Records for processing
┌────────
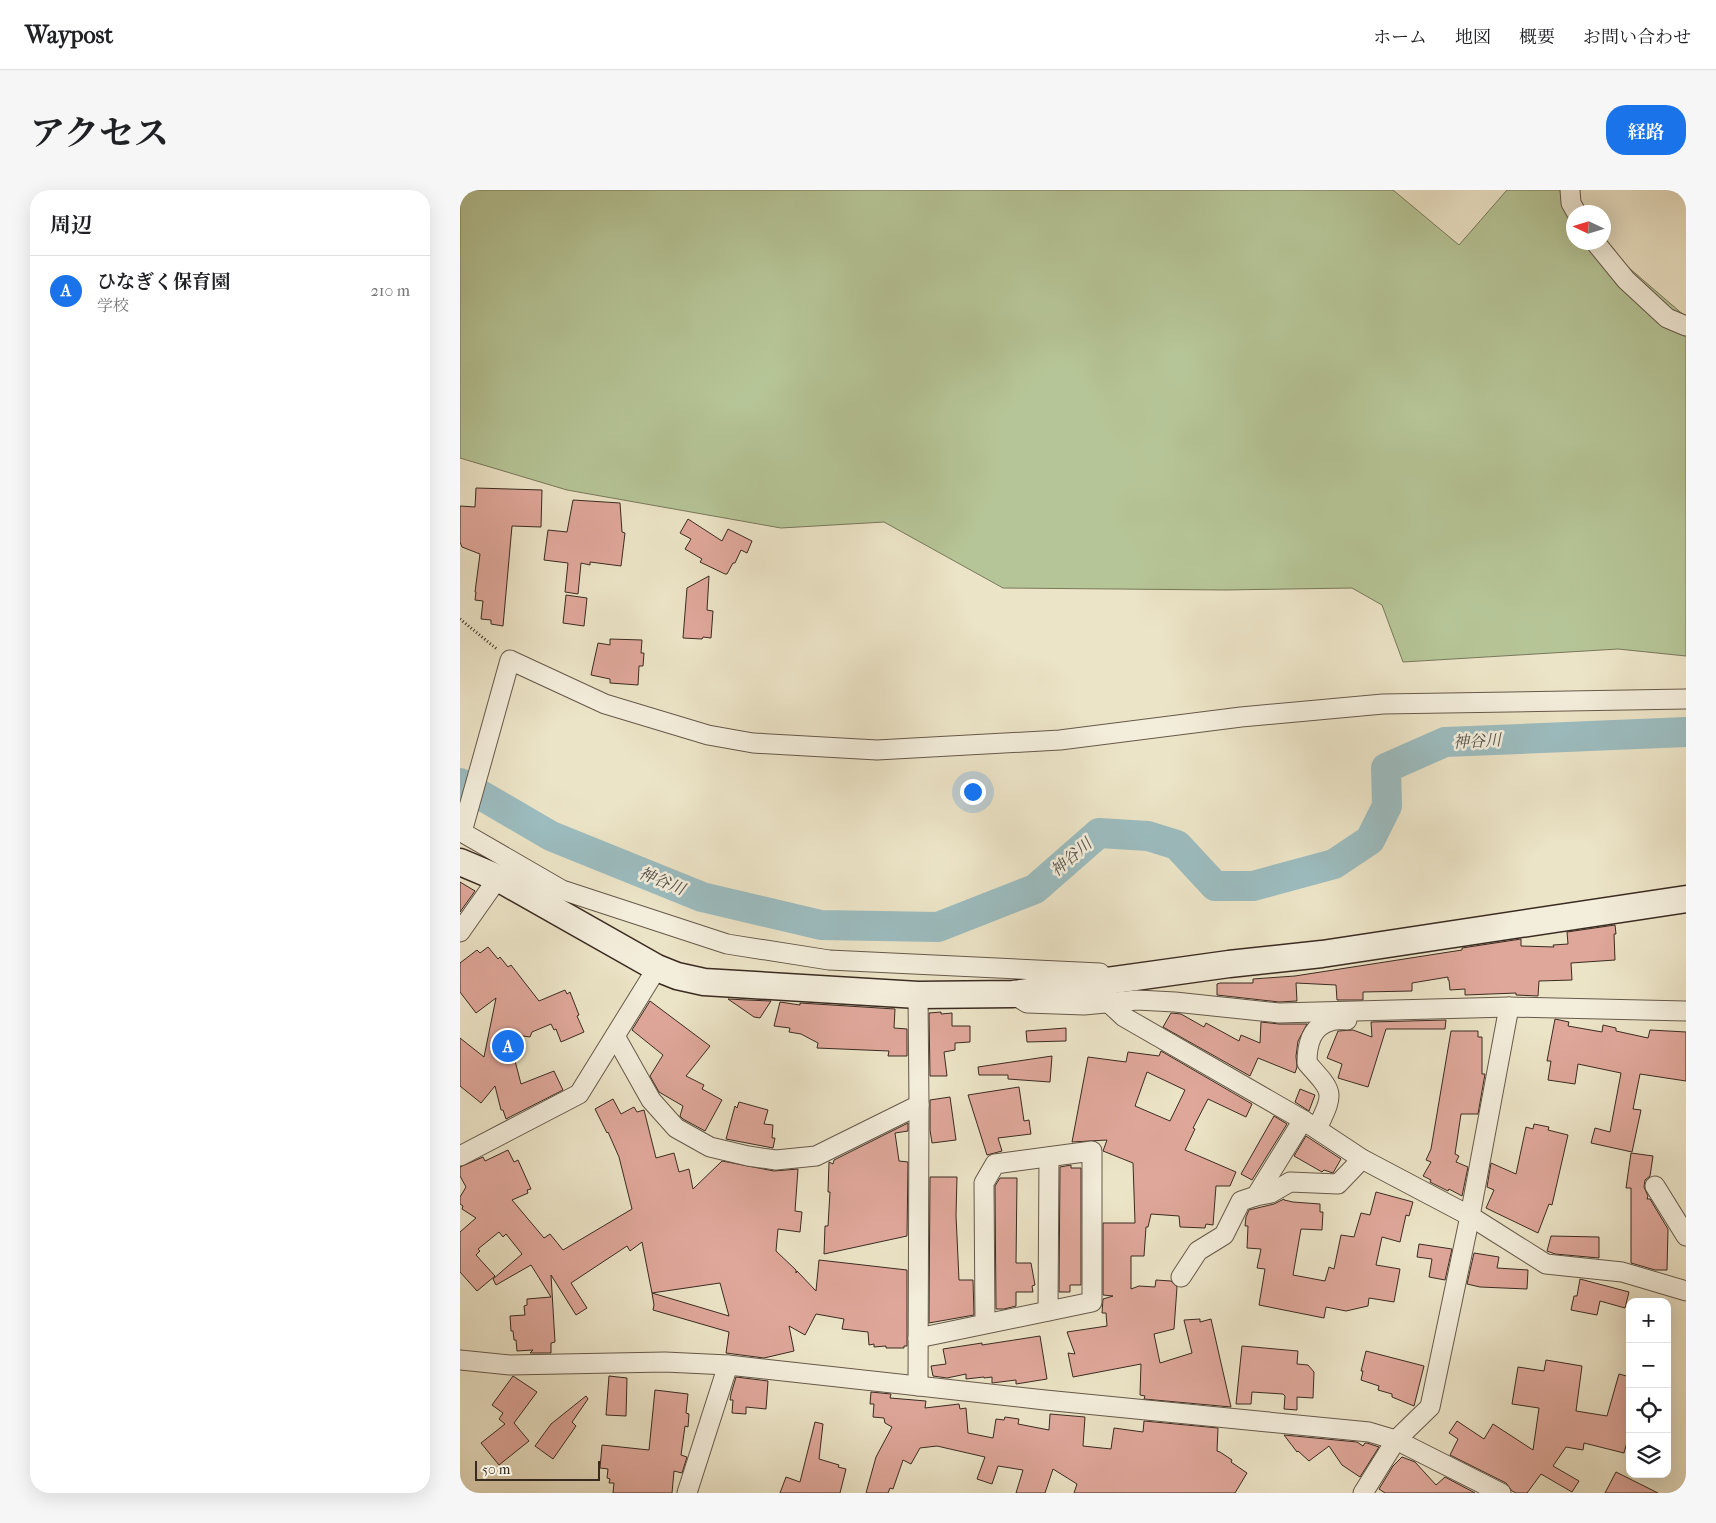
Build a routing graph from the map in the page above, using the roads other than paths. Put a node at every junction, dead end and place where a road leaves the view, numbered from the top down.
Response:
└────────
┌────────
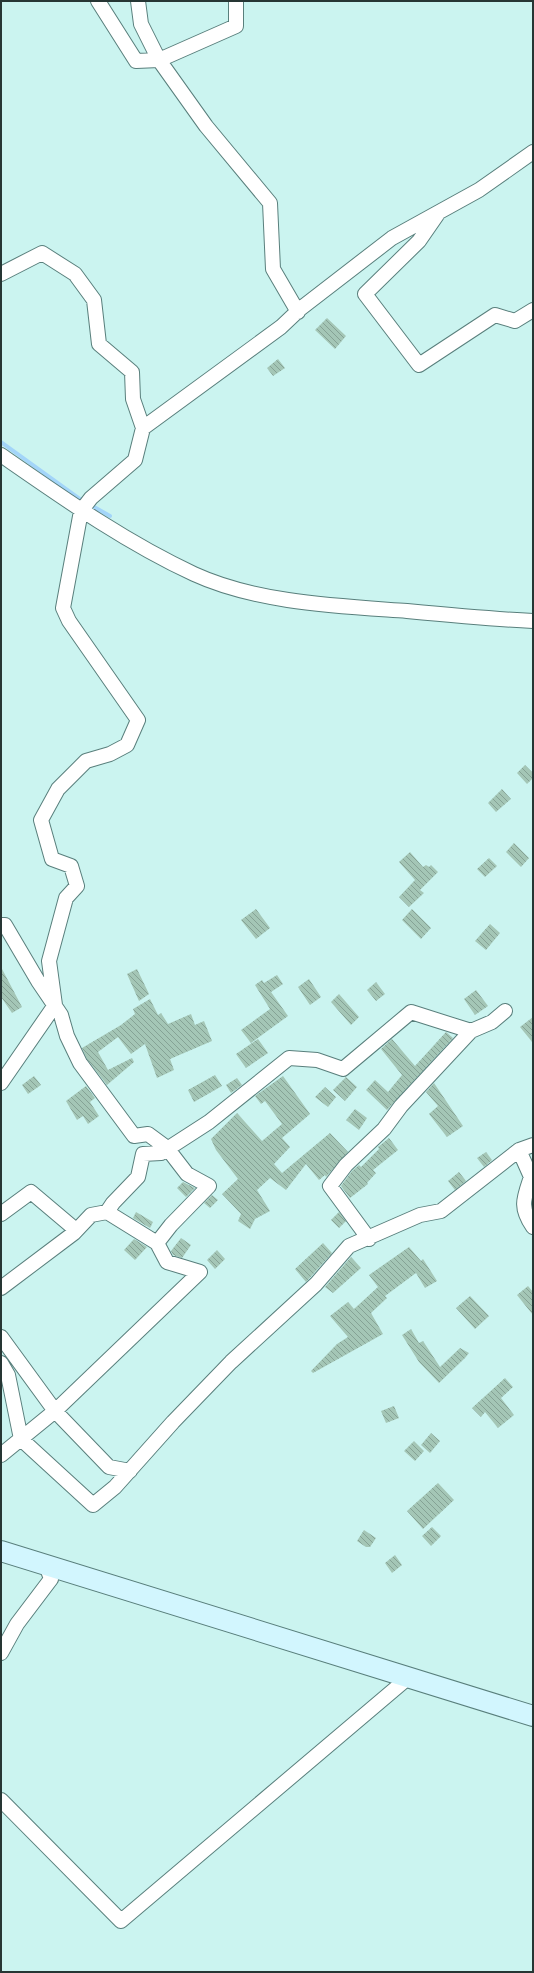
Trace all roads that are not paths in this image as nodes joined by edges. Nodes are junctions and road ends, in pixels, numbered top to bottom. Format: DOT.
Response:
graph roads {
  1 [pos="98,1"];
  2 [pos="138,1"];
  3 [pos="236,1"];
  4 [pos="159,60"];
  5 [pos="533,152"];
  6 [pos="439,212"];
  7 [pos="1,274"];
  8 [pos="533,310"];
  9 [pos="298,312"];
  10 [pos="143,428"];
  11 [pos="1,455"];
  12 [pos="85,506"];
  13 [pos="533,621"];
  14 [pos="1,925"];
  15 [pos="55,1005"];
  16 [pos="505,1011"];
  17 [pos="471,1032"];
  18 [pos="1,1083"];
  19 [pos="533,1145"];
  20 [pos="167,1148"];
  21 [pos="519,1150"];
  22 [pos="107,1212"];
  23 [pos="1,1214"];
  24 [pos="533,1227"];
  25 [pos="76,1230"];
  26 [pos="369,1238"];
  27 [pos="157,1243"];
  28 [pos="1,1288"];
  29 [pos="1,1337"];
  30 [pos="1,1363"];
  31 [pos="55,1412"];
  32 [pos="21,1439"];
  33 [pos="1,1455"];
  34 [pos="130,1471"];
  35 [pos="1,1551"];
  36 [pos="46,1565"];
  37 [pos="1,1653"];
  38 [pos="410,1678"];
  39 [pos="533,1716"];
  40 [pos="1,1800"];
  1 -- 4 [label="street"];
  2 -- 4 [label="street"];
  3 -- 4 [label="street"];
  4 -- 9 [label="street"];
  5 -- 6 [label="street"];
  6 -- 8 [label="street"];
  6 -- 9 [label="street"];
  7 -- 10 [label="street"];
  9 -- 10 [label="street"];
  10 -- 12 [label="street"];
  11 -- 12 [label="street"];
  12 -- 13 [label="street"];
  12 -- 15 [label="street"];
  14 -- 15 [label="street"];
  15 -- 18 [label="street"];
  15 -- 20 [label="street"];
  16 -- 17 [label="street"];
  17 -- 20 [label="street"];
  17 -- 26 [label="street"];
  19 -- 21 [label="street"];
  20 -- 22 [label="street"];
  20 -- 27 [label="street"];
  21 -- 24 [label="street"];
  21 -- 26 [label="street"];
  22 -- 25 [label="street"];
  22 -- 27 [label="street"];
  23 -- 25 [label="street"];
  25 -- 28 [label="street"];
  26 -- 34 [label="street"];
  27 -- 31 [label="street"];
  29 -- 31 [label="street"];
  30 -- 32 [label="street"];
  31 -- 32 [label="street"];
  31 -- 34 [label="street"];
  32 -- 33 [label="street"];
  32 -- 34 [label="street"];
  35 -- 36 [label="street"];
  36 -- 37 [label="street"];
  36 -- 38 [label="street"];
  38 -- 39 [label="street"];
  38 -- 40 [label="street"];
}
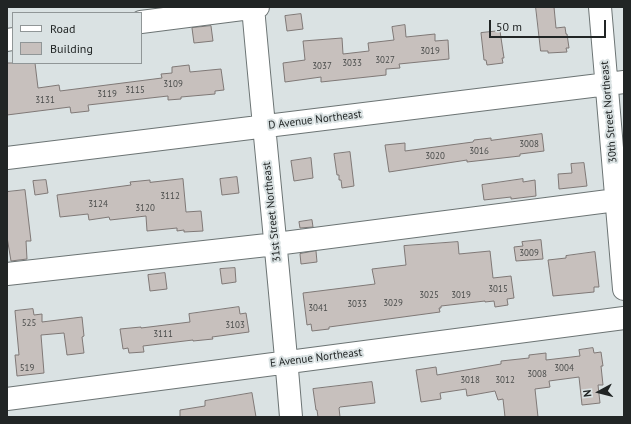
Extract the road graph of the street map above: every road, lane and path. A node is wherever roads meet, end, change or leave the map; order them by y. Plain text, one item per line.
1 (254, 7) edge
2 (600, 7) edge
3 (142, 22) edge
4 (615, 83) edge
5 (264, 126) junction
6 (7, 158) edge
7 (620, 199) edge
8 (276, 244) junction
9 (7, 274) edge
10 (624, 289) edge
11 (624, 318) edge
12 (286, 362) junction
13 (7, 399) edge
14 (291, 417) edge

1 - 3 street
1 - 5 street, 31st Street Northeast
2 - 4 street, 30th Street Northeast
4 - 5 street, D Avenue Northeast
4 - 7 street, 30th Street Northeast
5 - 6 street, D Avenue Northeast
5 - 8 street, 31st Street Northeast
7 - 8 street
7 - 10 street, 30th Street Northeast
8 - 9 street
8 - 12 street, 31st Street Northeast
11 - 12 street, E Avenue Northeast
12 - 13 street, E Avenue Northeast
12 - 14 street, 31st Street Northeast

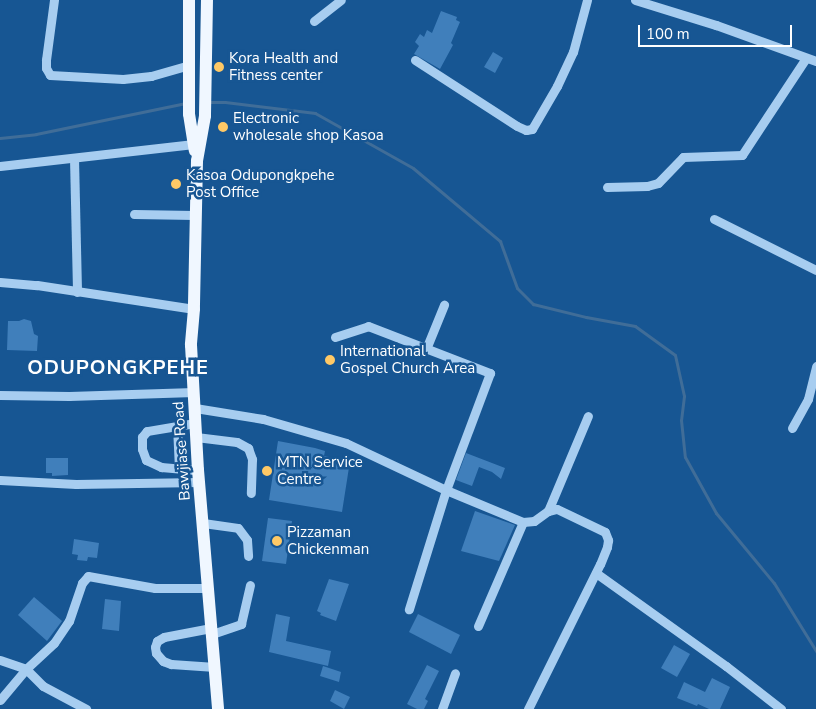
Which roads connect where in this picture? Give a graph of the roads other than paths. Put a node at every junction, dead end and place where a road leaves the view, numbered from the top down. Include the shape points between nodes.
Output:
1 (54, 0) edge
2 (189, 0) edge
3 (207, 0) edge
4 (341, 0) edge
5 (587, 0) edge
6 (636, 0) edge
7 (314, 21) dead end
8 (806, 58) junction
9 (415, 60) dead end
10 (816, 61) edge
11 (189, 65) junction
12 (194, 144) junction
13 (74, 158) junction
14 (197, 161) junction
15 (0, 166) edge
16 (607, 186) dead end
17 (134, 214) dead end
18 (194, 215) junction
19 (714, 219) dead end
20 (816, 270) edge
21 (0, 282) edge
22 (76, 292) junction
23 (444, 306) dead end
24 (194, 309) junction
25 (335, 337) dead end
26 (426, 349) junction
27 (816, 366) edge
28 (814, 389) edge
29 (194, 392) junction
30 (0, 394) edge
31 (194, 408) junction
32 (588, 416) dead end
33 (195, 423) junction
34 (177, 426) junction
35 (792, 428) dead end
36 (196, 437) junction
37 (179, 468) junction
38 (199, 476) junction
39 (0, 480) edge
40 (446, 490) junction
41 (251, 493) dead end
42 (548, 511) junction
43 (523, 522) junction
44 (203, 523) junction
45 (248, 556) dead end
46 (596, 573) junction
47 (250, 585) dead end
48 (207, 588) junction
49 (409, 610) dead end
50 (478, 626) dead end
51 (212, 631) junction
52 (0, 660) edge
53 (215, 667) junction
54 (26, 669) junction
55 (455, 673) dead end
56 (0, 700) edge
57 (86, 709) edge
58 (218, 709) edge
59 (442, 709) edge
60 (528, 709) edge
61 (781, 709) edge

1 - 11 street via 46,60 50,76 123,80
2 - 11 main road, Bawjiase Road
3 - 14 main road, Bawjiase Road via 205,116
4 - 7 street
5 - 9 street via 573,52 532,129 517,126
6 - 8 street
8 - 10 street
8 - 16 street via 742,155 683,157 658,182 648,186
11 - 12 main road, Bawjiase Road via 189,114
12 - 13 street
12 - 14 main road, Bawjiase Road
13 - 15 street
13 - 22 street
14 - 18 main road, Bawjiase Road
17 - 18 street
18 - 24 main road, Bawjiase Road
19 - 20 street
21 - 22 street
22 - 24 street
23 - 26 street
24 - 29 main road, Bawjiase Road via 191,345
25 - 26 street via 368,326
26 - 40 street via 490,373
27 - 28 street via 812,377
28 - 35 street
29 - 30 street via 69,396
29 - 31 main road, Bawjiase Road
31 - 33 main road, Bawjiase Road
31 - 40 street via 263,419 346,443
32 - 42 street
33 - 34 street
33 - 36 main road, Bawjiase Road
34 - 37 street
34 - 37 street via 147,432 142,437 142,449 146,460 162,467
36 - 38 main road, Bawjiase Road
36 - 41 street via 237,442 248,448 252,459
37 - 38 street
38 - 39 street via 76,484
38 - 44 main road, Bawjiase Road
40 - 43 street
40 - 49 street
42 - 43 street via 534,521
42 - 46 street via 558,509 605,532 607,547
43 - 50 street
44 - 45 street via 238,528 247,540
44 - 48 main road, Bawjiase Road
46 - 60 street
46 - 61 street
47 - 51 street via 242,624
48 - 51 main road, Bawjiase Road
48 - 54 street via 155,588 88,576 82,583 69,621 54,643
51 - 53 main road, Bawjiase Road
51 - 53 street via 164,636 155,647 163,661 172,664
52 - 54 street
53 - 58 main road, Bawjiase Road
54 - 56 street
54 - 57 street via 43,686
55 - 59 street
└────────
┌────────
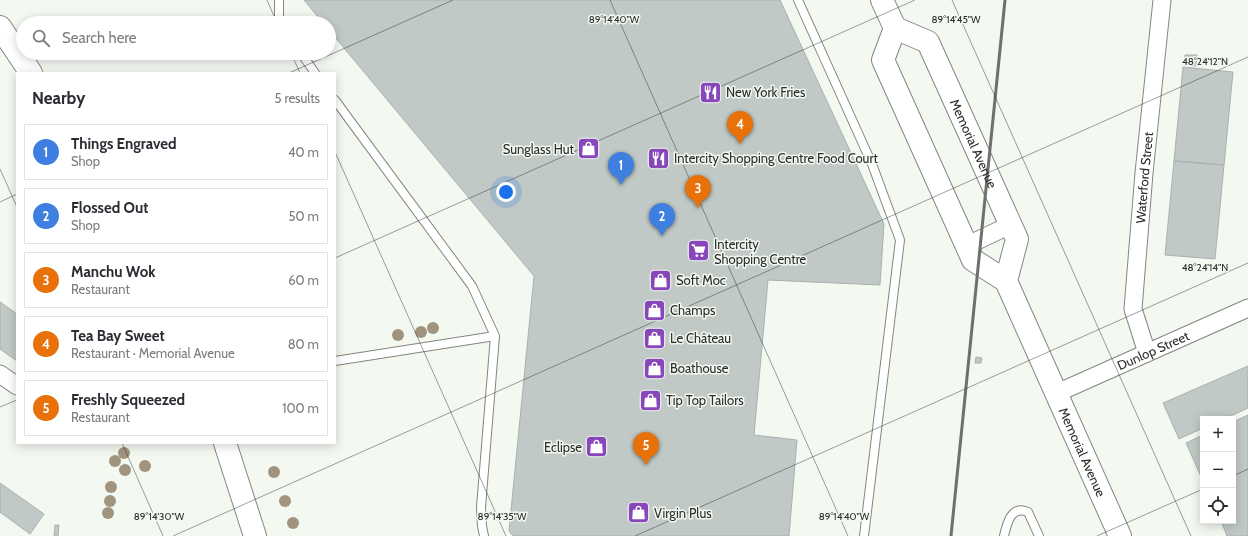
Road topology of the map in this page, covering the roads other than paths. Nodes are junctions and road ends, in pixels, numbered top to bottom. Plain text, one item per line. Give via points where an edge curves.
└────────
To do
Copy every line that contains "view" from the listing above.

Answer space
Build a routing graph from the map in the page above, using the roads other than paths. Put a node at every junction, dead end and place where a road leaves the view, numbered from the top down.
Which roads connect where in this picture? Give a graph of the roads other than paths. Put a node at every junction, dead end and place where a road leaves the view, numbered from the top down. Include the shape points between nodes.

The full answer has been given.